Fünf Tipps rund um Immobilieninvestments
- Weitblick, langer Atem und Mut zum Risiko
Dass regulierte Vermieter keinen neuen Wohnraum schaffen, ist eine Erkenntnis, die über kurz oder lang zu den politischen Maßnahmen führen wird, um dem Dilemma am Wohnungsmarkt entgegenzuwirken und den Neubau anzukurbeln. Wer sich traut, bereits heute den Weg für künftige Investitionen zu ebnen, wird seine Chance bekommen. - Demografischen Wandel erkennen und nutzen
Auch wenn Immobilien im Health-Care-Bereich zuletzt durch viele Insolvenzen geprägt waren, zählt das Marktsegment zu den zukunftsfähigsten der Branche. Bedingt durch die demografische Entwicklung ist und bleibt die Nachfrage nach Gesundheits- und Sozialimmobilien hoch. Die Renditen zeigen seit 2022 einen Aufwärtstrend: im Bereich des betreuten Wohnens für Senioren lagen die Spitzenrenditen zuletzt bei 4 Prozent, bei Gesundheitsimmobilien sogar bei 5,1 Prozent. - Kleinere Märkte in den Fokus nehmen
Zwar gelten die Metropolregionen rund um Hamburg, München, Köln, Frankfurt, Stuttgart und Düsseldorf unangefochten als sichere Bank, doch es lohnt sich auch der Blick auf die Randlagen und Kleinstädte: Sie bieten nicht nur attraktiven Lebensraum für Mieter, sondern auch enorme Potenziale zur Wertsteigerung für Investoren. Mit zeitgemäßen Konzepten sind die Renditechancen im Vergleich zu den Investitionskosten höher als in den bereits übersättigten urbanen Räumen der Top-Sieben-Städte. - Nachhaltigen Wohnraum schaffen
Enormes Potenzial liegt in der energetischen Sanierung von Bestandsimmobilien. Solche Investitionen sind nicht nur nachhaltig im Sinne der Umwelt, sondern vor allem im Hinblick auf Werterhalt, Wertsteigerung und Renditestabilität. Die gesetzlichen Anforderungen geben vor, dass energieeffiziente Maßnahmen ergriffen werden – der geschickte Investor aber entscheidet selbst, wie er diese Maßnahmen umsetzt. So kann die Bewertung eines bereits bestehenden Immobilienportfolios enorme Chancen hervorbringen. - Spezialsegmente nutzen
Zu den Marktgewinnern der letzten Jahre zählen Logistikimmobilien. Sie stellen die letzte Meile im Online-Handel dar und spielen eine wichtige Rolle bei der Sicherstellung von resilienten Lieferketten. Wenn auch das Transaktionsvolumen in diesem Segment zuletzt rückläufig war, sind sowohl die Renditen als auch die Mieten zum Teil dynamisch gestiegen.
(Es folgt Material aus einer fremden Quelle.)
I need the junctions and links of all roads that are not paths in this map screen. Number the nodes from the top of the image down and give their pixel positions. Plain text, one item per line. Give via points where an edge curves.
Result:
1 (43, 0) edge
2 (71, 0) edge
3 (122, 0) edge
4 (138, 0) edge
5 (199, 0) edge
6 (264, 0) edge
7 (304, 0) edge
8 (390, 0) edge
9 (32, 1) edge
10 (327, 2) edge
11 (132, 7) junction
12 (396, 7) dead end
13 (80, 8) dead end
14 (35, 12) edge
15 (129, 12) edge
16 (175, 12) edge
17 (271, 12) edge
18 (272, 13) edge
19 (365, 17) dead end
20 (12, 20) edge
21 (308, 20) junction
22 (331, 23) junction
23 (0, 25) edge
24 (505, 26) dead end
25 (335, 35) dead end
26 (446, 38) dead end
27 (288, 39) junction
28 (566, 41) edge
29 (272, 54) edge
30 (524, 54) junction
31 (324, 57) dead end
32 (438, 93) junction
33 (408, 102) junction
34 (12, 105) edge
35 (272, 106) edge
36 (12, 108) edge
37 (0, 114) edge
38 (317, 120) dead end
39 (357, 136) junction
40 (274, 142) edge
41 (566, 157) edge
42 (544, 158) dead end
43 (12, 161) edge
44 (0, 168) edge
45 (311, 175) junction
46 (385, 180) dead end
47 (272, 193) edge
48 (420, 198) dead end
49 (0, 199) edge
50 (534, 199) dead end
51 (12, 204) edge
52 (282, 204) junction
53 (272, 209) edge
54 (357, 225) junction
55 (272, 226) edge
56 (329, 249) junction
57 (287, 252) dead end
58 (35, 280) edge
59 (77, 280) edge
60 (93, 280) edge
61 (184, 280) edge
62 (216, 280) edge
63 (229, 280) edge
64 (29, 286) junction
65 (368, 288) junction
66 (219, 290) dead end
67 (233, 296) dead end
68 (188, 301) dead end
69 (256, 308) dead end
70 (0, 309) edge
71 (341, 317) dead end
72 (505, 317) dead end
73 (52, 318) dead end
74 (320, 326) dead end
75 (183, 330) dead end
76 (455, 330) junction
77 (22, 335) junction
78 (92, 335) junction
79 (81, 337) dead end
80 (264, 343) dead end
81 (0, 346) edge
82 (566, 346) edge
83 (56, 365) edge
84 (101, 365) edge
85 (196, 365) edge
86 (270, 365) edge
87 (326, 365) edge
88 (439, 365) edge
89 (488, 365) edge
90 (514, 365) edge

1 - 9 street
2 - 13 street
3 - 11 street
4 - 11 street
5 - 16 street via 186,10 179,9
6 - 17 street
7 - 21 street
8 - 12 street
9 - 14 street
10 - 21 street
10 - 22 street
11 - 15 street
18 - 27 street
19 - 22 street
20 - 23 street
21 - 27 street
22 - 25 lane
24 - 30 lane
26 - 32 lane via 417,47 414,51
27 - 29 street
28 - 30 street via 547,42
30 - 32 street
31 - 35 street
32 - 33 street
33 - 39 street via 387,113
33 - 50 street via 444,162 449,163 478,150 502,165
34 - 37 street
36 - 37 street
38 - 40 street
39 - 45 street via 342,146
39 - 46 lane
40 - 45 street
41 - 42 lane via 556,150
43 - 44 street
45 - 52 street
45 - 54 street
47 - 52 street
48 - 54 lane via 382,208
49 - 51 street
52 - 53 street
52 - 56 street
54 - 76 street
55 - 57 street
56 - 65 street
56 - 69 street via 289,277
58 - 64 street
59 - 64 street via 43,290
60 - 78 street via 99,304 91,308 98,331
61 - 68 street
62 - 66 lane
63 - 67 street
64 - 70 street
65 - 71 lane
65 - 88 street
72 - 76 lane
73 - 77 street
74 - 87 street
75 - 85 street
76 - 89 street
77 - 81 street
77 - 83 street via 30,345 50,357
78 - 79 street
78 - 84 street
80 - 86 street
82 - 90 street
Private Debt – die neue Rolle der Banken?
Die Beschleunigung der Genehmigungsverfahren liegt ausschließlich im Einflussbereich politischer Entscheidungen. Den Banken kommt allerdings eine bedeutende Rolle zu. Sie sind naturgemäß mit regulatorischen Prozessen vertraut und können wichtige Wegweiser sein, wenn es darum geht, Risiken zu bewerten und zu managen.
Dabei müssen sie nicht nur als Kreditgeber auftreten. So kommen angesichts des unverändert hohen Zinsniveaus neue Finanzierungskonzepte wie zum Beispiel Private-Debt-Fonds ins Spiel. Bei diesen treten die Banken als Vermittler auf, um die Lücke zwischen Finanzierungsbedarf und Kapital zu schließen und langfristige Projektfinanzierungen kapitalmarktunabhängig zu realisieren.
Fazit
Die Prognose für den deutschen Immobilienmarkt zeigt, dass trotz der schwierigen Marktbedingungen eine robuste Nachfrage nach Wohnraum besteht und auch in anderen Segmenten attraktive Potenziale schlummern. Insbesondere die politischen Rahmenbedingungen sind es, die dem Neubaugeschäft zu schaffen machen. Aber die Asset-Klasse Immobilie ist und bleibt für Anleger langfristig attraktiv.